### PROBLEM TO WORK ON
Pull every line holding the word "further" from the data below and copy it.

[Collection entries]
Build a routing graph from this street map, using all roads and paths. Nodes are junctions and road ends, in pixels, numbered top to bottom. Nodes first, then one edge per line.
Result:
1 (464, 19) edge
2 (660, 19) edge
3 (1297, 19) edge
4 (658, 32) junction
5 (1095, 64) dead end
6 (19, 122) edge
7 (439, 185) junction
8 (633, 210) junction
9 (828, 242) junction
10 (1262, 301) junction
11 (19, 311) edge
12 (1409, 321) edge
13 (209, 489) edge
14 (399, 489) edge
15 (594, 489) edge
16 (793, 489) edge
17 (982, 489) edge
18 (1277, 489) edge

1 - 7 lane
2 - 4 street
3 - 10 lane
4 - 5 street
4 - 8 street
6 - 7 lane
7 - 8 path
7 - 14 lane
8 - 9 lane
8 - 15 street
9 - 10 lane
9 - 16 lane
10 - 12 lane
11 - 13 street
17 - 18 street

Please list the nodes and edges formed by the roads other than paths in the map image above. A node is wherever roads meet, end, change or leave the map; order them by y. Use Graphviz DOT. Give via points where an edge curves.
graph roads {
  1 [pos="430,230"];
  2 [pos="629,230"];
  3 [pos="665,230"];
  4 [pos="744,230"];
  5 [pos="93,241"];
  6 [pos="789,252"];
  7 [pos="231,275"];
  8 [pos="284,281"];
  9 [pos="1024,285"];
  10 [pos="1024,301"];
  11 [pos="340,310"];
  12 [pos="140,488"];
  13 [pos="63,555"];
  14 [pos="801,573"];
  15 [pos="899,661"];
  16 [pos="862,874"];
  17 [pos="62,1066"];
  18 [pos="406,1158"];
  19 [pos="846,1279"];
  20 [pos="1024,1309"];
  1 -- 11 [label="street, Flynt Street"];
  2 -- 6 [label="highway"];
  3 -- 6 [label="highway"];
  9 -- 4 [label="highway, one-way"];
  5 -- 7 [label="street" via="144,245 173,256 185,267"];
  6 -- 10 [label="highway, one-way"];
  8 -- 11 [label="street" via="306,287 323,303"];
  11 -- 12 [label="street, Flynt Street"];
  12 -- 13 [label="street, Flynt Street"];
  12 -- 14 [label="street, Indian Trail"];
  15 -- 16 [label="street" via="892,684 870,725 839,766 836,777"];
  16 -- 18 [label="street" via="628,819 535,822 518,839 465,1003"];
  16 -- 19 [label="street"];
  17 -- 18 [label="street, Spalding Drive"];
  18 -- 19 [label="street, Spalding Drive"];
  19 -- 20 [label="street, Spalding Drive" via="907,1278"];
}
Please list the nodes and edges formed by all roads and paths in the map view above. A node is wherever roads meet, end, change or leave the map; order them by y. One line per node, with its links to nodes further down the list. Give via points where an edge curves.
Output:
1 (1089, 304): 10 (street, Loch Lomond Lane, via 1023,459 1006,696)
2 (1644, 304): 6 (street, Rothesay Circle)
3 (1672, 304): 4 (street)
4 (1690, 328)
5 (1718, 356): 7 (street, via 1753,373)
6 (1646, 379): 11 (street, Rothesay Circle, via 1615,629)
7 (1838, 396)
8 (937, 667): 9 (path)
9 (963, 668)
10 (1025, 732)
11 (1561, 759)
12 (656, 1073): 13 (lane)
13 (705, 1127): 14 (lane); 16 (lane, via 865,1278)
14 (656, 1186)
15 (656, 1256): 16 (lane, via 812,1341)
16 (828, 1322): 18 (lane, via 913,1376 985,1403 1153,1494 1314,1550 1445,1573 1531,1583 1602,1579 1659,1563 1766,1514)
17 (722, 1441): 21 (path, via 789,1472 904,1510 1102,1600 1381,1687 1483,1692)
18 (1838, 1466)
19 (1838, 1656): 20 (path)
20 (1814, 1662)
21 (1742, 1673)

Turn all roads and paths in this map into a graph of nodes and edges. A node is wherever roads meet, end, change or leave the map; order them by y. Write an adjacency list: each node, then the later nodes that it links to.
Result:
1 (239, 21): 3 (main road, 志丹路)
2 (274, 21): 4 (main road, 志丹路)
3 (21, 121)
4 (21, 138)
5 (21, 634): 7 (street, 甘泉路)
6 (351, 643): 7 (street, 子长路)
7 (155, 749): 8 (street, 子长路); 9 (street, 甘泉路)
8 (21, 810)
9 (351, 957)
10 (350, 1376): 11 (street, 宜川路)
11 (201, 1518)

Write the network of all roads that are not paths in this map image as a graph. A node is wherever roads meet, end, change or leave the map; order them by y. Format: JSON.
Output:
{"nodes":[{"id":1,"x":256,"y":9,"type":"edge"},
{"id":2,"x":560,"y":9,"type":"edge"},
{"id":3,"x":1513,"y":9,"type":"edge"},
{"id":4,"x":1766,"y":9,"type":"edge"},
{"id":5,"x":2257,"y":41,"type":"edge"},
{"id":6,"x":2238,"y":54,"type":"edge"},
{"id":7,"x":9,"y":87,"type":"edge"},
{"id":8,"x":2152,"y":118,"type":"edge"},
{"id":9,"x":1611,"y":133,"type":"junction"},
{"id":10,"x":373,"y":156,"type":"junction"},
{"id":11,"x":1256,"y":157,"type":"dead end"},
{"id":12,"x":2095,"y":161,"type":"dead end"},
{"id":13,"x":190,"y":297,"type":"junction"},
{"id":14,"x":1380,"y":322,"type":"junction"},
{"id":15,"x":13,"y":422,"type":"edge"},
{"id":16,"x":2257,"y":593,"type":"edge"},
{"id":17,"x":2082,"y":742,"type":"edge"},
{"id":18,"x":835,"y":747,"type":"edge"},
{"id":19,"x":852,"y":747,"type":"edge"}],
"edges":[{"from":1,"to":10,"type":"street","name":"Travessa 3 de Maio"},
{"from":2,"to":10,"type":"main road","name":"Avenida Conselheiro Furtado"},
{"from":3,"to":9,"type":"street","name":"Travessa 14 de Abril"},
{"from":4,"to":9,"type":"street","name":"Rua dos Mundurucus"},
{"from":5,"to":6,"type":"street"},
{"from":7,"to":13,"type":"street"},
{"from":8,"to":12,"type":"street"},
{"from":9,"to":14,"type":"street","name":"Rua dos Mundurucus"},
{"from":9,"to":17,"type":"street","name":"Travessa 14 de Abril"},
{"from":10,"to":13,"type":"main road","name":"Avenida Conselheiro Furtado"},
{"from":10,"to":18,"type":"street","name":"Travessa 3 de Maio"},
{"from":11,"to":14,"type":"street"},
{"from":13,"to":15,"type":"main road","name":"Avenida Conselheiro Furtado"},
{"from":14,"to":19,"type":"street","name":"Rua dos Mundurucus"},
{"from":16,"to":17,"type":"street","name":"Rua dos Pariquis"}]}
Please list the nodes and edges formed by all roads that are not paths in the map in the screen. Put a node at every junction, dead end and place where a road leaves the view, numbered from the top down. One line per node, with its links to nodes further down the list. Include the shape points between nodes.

### EXPECTED ANSWER
Please list the nodes and edges formed by all roads and paths in the map view above. A node is wherever roads meet, end, change or leave the map; order them by y. One line per node, with its links to nodes further down the list. Give via points where an edge curves.
Please list the nodes and edges formed by all roads that are not paths in the map in the screen. Put a node at every junction, dead end and place where a road leaves the view, numbered from the top down. One line per node, with its links to nodes further down the list. Include the shape points between nodes.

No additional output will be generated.